SPO-HOCKEY-ISLANDERS-CANADIEN

Crédit : Ben Pelosse / JdeM

LNH

Quand le deuxième gardien va, tout va

Publié | Mis à jour

NEW YORK – Pendant qu’à Montréal, on se croise les doigts pour que Carey Price ne tombe pas au combat dans les 13 derniers matchs de la saison, chez les Islanders, la situation des gardiens est le moindre de leurs soucis.

Et pour cause. Mis sur la touche en raison d’une collision avec Brady Tkachuk, des Sénateurs, Robin Lehner a raté les trois derniers matchs de l’équipe. Ce qui n’a pas empêché les Islanders de remporter deux de ceux-ci. À Long Island, Thomas Greiss est autant capable de faire le travail que Lehner.

D’ailleurs, le Suédois ne tarde pas à remettre son interlocuteur à l’ordre lorsqu’on lui demande de commenter le travail effectué par son substitut durant son absence.

«Substitut ? Il n’y a pas de substitut ici.
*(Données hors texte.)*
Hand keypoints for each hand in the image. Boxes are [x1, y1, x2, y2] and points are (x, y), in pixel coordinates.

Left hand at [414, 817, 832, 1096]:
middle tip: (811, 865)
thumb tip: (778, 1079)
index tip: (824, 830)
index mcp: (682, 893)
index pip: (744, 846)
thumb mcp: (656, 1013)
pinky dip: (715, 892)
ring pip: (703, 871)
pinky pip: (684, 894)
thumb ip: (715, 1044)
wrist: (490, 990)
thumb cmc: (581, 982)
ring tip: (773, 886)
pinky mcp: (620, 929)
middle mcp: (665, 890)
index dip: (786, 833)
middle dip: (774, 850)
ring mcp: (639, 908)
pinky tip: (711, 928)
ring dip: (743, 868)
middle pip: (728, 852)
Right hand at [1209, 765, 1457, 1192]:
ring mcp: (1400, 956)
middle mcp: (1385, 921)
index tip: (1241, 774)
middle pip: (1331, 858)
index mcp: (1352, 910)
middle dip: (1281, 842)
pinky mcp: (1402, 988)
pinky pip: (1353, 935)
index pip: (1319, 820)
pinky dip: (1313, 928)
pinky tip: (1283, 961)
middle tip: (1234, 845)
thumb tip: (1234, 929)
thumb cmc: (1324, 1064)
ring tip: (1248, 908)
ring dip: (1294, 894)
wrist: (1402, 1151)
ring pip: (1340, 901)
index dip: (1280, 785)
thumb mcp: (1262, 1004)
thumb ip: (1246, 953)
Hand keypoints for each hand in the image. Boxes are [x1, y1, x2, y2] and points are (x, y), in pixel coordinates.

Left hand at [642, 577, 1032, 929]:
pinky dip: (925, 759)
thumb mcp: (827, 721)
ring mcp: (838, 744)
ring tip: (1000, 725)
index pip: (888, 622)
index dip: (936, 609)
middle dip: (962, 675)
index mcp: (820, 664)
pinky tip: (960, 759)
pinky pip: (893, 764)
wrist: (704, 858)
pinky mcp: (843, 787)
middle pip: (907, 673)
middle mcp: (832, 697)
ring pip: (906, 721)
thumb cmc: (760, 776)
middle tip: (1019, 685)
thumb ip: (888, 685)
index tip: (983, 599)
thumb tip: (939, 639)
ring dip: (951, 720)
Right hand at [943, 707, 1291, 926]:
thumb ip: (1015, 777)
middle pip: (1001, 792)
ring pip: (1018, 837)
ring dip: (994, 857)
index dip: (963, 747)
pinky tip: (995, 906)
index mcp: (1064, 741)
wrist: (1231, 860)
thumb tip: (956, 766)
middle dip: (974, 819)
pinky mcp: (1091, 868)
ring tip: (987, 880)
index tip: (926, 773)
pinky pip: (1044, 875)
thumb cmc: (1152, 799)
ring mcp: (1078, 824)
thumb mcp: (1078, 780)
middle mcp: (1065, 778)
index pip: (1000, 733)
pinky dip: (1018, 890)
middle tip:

Nous sommes deux gardiens qui partageons le travail depuis le début de la saison», a-t-il martelé.

L’athlète de 27 ans, qui pourrait effectuer un retour au jeu jeudi soir, fait bien de préciser. En regardant les statistiques des deux gardiens d’un peu plus près, on constate qu’elles sont pratiquement identiques. Chacun a remporté 20 victoires et subi 11 revers en temps réglementaire.

Ils affichent tous les deux un taux d’efficacité de ,927. Lehner présente une moyenne de buts alloués de 2,19 contre 2,26 pour Greiss. Dans chacune de ces deux colonnes, les deux coéquipiers apparaissent dans le top 5 de la LNH.

«C’est un gros avantage de savoir que tu peux te fier à tes deux gardiens. On ne se pose même pas de question. Peu importe qui se trouve devant le filet, on sait que notre gardien fera les gros arrêts. Je peux compter sur les doigts d’une main les buts faibles qu’ils ont accordés cette saison», a indiqué Anthony Beauvillier.

Pas cher payé

On comprend que Lehner dispute la seule saison d’un contrat de 1,5 M$, qu’il a dû revoir son salaire à la baisse par rapport aux 4 M$ qu’il gagnait l’an dernier. N’empêche que, ajouté au salaire de 3,33 M$ de Greiss, ce 1,5 M$ fait en sorte que les Islanders ont déboursé seulement 4,83 M$ pour un tandem efficace.

Seulement sept équipes ont dépensé moins pour leurs gardiens cet hiver. Mais, à part Tampa Bay (4,65 M$) et Pittsburgh (4,425 M$), on ne peut pas vraiment parler de tandem efficace...

Ce qui nous amène à la question suivante : avec le niveau de jeu du hockey d’aujourd’hui et la complexité du calendrier, la recette des Islanders pourrait-elle être adoptée de plus en plus ?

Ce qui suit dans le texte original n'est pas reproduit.